**Problem to work on:**
For every line below that includes the word "position", add one; report the final number and nothing else.

[[ Data to process open ]]

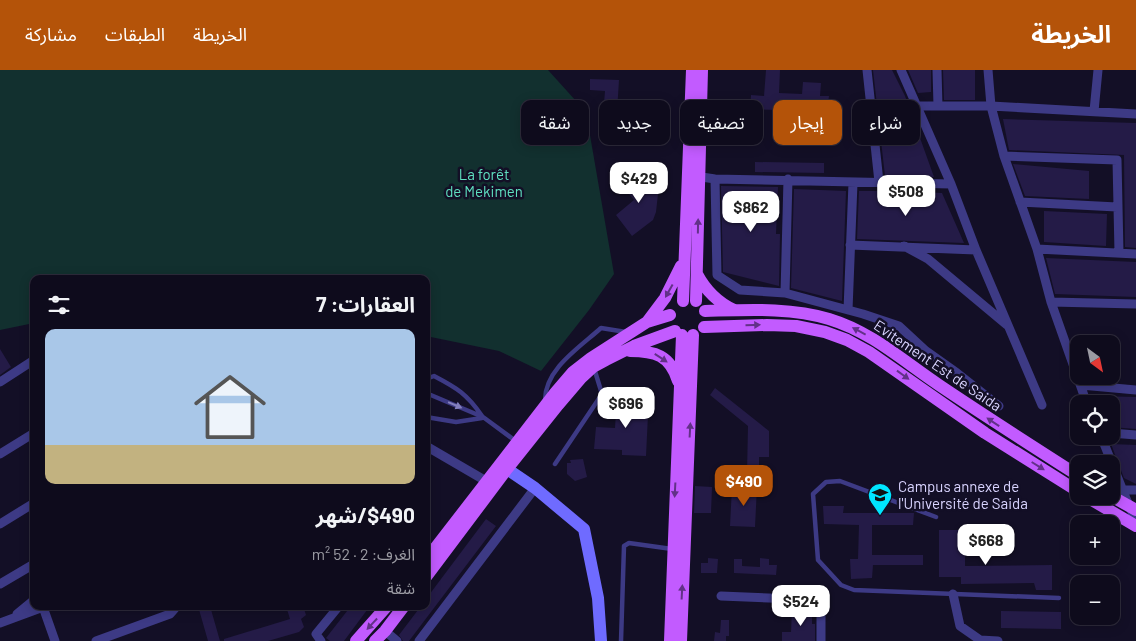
<!DOCTYPE html>
<html lang="ar">
<head>
<meta charset="utf-8">
<style>
	body { margin:0; font-family:Barlow,"Noto Sans Arabic",sans-serif; background:#1c1929; color:#f1f3f6; direction:rtl; height:100vh; display:flex; flex-direction:column; font-size:19px; white-space:nowrap }
	* { box-sizing:border-box; margin:0 }
	p { font-size:16px; color:#9b9ba3 }
	.icon { flex:none; width:28px; height:28px; fill:none; stroke:currentColor; stroke-width:2; stroke-linecap:round; stroke-linejoin:round }
	.map { position:relative; flex:1; overflow:hidden; direction:ltr }
	.drawer { position:absolute; left:30px; top:205px; width:400px; height:335px; display:flex; flex-direction:column; background:#0e0b1c; border-radius:10px; box-shadow:0 2px 12px #0003,0 0 0 1px #2e2b3b; direction:rtl }
	.drawer>* { flex:none }
	.top-card { position:absolute; left:445px; top:30px; width:475px; height:45px; direction:rtl; display:flex; gap:10px }
	.needle { width:32px; rotate:147deg }
	.fabs { position:absolute; left:1070px; top:265px; display:grid; gap:10px }
	.fabs a { display:grid; place-items:center; width:50px; height:50px; border-radius:10px; background:#0e0b1c; box-shadow:0 2px 12px #0003,0 0 0 1px #2e2b3b; font-size:25px }
	.price { position:absolute; translate:-50% -42px; padding:0 11px; border-radius:10px; background:#fff; color:#222; font-size:16px; line-height:32px; filter:drop-shadow(0 1px 2px #0008) }
	.price::after { content:''; position:absolute; left:50%; top:30px; width:15px; height:11px; margin-left:-8px; background:inherit; clip-path:polygon(0 0,100% 0,50% 100%) }
	.price.active { background:#b45309; color:#fff }
	ul { padding:0; list-style:none }
	li { display:grid; align-content:center; gap:10px; height:265px; padding:0 15px }
	li+li { border-top:1px solid #2e2b3b }
	li span { display:grid; place-items:center; height:155px; border-radius:10px; color:#555 }
	li>.icon { margin-inline-start:auto }
	span .icon { width:90px; height:90px; fill:#fffc; stroke-width:1 }
	li b { font-size:21px }
	h2 { display:flex; justify-content:space-between; align-items:center; height:60px; padding:0 15px; font-size:21px }
	.chip { padding:0 18px; border-radius:10px; background:#0e0b1c; box-shadow:0 2px 12px #0003,0 0 0 1px #2e2b3b; font-size:18px; line-height:45px }
	.chip.active { background:#b45309; color:#fff }
	header { display:flex; align-items:center; gap:30px; box-sizing:border-box; height:70px; padding:0 25px; background:#b45309; color:#fff }
	header strong { font-size:24px }
	nav { display:flex; gap:28px; margin-inline-start:auto; font-size:18px }
	.map>svg:first-child { display:block }
	.green { fill:#12302f }
	.building { fill:#241b47 }
	.lines { fill:none; stroke-linecap:round; stroke-linejoin:round }
	.lane { stroke:#3d3a85; stroke-width:4.5 }
	.street { stroke:#3d3a85; stroke-width:9 }
	.secondary { stroke:#6f6bff; stroke-width:12 }
	.primary { stroke:#c25bff; stroke-width:12 }
	.oneway { fill:#623188 }
	.oneway2 { fill:#837fbc }
	.labels { text-anchor:middle; dominant-baseline:central; stroke-width:5; stroke-linejoin:round; paint-order:stroke }
	.park-label { font-size:15px; fill:#5fe0c0; stroke:#130f26 }
	.street-label { font-size:15px; fill:#d9d4ff; stroke:#130f26 }
	.poi-label { font-size:15px; fill:#d9d4ff; stroke:#130f26; text-anchor:start }
</style>
</head>
<body>
<header>
<strong>الخريطة</strong>
<nav><a>الخريطة</a><a>الطبقات</a><a>مشاركة</a></nav>
</header>
<div class="map">
<svg width="1136" height="571" viewBox="0 0 1136 571">
	<rect width="100%" height="100%" fill="#130f26"/>
	<path class="green" d="M0,0H548L586,42L614,204L589,240L541,301L499,281L426,266V209H34V253L0,260Z"/>
	<path class="building" d="M766,0H780L779,23L802,24L803,12L821,13L820,26H829L828,34H833L832,44L810,43L808,74L774,72L776,40L750,39L751,25L764,26Z
		M873,0H892L905,26L934,107L885,106Z
		M908,0H931V22L918,23Z
		M943,0H975V30H944Z
		M590,9L619,10L616,58L602,57L605,21L590,20Z
		M1003,49L1136,53V178L1125,177L1124,85L1009,80Z
		M755,92L824,93V103L755,102Z
		M1013,94L1089,101V129L1025,126Z
		M640,102L647,111L650,108L656,117L658,124L656,142L653,150L632,166L616,145L634,130L621,114L630,107L631,109Z
		M721,116L778,117L776,164H780L779,216L723,202Z
		M794,119L846,121L842,231L791,218Z
		M884,119L923,120L920,122L942,123L964,173L857,169L859,121H884Z
		M1044,141L1107,144L1106,176L1044,172Z
		M1046,188L1136,192V227L1055,224Z
		M0,279L11,297L0,305Z
		M715,318L769,361V387H759V403H747L748,356L710,325Z
		M1093,326L1136,327V359L1111,357V334H1093L1092,328Z
		M617,327L642,328V341L648,345L646,386L622,385V380L594,379L596,357L615,358Z
		M1111,374L1136,375V414L1124,408Z
		M583,389L587,407L575,411L567,404V393H571L570,390Z
		M695,416L712,417L711,443H694Z
		M732,417H757L755,457L730,456Z
		M823,436H844L843,443H914L913,455H872V485H923V495H873L872,508L851,509L850,489H858L859,455L824,454Z
		M486,449L496,456L409,571H403L399,565L421,536H426V529Z
		M939,460H965V496L1052,495V520H1036L1034,513L961,514V507H939Z
		M708,488L718,489L717,503H701V493H708Z
		M760,488L769,489V495H777L776,505L734,503V489H742V496L760,497Z
		M198,536H210L220,571H208Z
		M286,536H303L306,545L301,549L304,557L299,562L268,571H224V569L290,549Z
		M351,536H370L344,571H330L326,568Z
		M792,540L812,541V554H815V571H782V562H791Z
		M1001,541L1061,542V559L1001,558Z
		M721,550H729V566H726V571H714L715,562L720,563Z"/>
	<g class="lines">
		<path class="lane" d="M426,309L434,306C457,318 467,324 482,346
			M426,323L483,347L517,372
			M545,330C545,299 580,277 601,258L626,262
			M426,347L456,352L482,348
			M555,394L602,324L594,298
			M936,447L840,411L826,412L813,424L818,490L841,515L854,520L1059,528
			M621,571L624,476L629,473L672,479"/>
		<path class="street" d="M867,0L879,112
			M901,0L951,114L976,180L1042,335
			M937,0L938,36
			M988,0L991,36L1004,86L1037,179L1051,232L1087,334
			M918,36H991L1136,44
			M1094,41L1098,0
			M1004,86L1117,90L1119,183
			M695,106L715,109L951,114
			M715,109L717,205L740,220L785,223L863,244L899,256L926,281L957,303L999,336
			M1020,132L1117,137
			M850,175L976,180
			M904,176L928,189L1007,255
			M1037,179L1136,184
			M785,223L788,109
			M1051,232L1136,234
			M848,240L853,113
			M0,312L34,290
			M1081,315L1136,320
			M1111,363L1136,365
			M1101,366L1129,436L1136,450
			M426,376L486,411
			M0,384L34,363
			M1122,420H1136
			M0,454L34,433
			M0,514L34,494
			M953,524L960,556L980,570L998,571
			M721,526L821,530V571
			M43,537L55,571
			M17,544L34,530
			M0,553L46,536
			M385,561L397,571
			M96,571L170,544L177,536
			M321,571L316,564L339,536
			M419,571L535,418"/>
		<path class="secondary" d="M507,399L535,418L584,459L598,528L601,571"/>
		<path class="primary" d="M697,204C706,221 717,232 734,240
			M683,231L692,0
			M696,231L702,0
			M705,241C745,240 791,237 829,249C872,262 903,291 939,315C985,346 1032,376 1079,406
			M647,252L665,228L681,196
			M704,257L767,255L796,256L825,262L847,270L869,282L985,363L1079,422
			M630,281C655,281 670,285 678,311
			M1085,426L1136,456
			M1111,426L1136,440
			M426,490L555,323L573,302L591,288L647,252L670,245
			M426,507L507,399L558,335L581,308L593,297L606,290L634,276L675,261
			M356,571L387,536
			M375,571L385,561L404,536
			M670,571L682,265
			M681,571L693,265"/>
	</g>
	<defs><path id="oneway-solid" d="M-6-.8H1V-3.2L6.5 0L1 3.2V.8H-6Z" transform="scale(1.25)"/></defs>
	<g class="oneway">
		<use href="#oneway-solid" transform="translate(698 156) rotate(-89)"/>
		<use href="#oneway-solid" transform="translate(669 221) rotate(119)"/>
		<use href="#oneway-solid" transform="translate(753 255) rotate(-2)"/>
		<use href="#oneway-solid" transform="translate(859 261) rotate(-152)"/>
		<use href="#oneway-solid" transform="translate(661 288) rotate(33)"/>
		<use href="#oneway-solid" transform="translate(903 305) rotate(36)"/>
		<use href="#oneway-solid" transform="translate(993 352) rotate(-146)"/>
		<use href="#oneway-solid" transform="translate(690 360) rotate(-87)"/>
		<use href="#oneway-solid" transform="translate(1038 396) rotate(32)"/>
		<use href="#oneway-solid" transform="translate(675 420) rotate(93)"/>
		<use href="#oneway-solid" transform="translate(682 522) rotate(-87)"/>
		<use href="#oneway-solid" transform="translate(372 554) rotate(133)"/>
	</g>
	<use class="oneway2" href="#oneway-solid" transform="translate(455 335) rotate(23)"/>
	<defs>
		<g id="university-pin" transform="scale(1.25)"><path d="M0 17L-7.5 6A9.5 9.5 0 1 1 7.5 6Z" fill="#00e5ff" stroke="#130f26"/><path d="M0-5L7-2L0 1L-7-2ZM-4 1L0 2.5L4 1V4Q0 6-4 4Z" fill="#111"/></g>
	</defs>
	<g fill-rule="evenodd">
		<use href="#university-pin" x="880" y="425"/>
	</g>
	<g class="labels">
		<g class="park-label">
			<text x="484" y="104">La forêt<tspan x="484" dy="17">de Mekimen</tspan></text>
		</g>
		<g class="street-label">
			<text transform="translate(938 295) rotate(34)">Evitement Est de Saida</text>
		</g>
		<g class="poi-label">
			<text x="898" y="416">Campus annexe de<tspan x="898" dy="17">l'Université de Saida</tspan></text>
		</g>
	</g>
</svg>
<div class="fabs">
<a><svg class="needle" viewBox="-14 -14 28 28"><path d="M0-13l5 13h-10z" fill="#e53935"/><path d="M0 13l5-13h-10z" fill="#9b9ba3"/></svg></a>
<a><svg class="icon" aria-label="locate" viewBox="0 0 24 24"><circle cx="12" cy="12" r="6"/><path d="M12 2v4M12 18v4M2 12h4M18 12h4"/></svg></a>
<a><svg class="icon" aria-label="layers" viewBox="0 0 24 24"><path d="M12 4l9 5-9 5-9-5zM3 14l9 5 9-5"/></svg></a>
<a>+</a>
<a>−</a>
</div>
<b class="price" style="left:639px;top:134px">$429</b>
<b class="price" style="left:906px;top:147px">$508</b>
<b class="price" style="left:751px;top:163px">$862</b>
<b class="price" style="left:626px;top:359px">$696</b>
<b class="price active" style="left:744px;top:437px">$490</b>
<b class="price" style="left:986px;top:496px">$668</b>
<b class="price" style="left:801px;top:557px">$524</b>
<div class="top-card">
<a class="chip">شراء</a>
<a class="chip active">إيجار</a>
<a class="chip">تصفية</a>
<a class="chip">جديد</a>
<a class="chip">شقة</a>
</div>
<section class="drawer">
<h2>العقارات: 7<svg class="icon" aria-label="filters" viewBox="0 0 24 24"><path d="M4 7h16M4 17h16"/><circle cx="9" cy="7" r="2"/><circle cx="15" cy="17" r="2"/></svg></h2>
<ul>
<li><span style="background:linear-gradient(#a9c7e8 75%,#c2b280 0)"><svg class="icon" aria-label="home" viewBox="0 0 24 24"><path d="M3 11l9-7 9 7M6 9v11h12V9"/></svg></span><div><b>$490/شهر</b><p>الغرف: 2 · 52 m²</p><p>شقة</p></div></li>
</ul>
</section>
</div>
</body>
</html>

[[ Data to process closed ]]

**Response to the exercise:**
6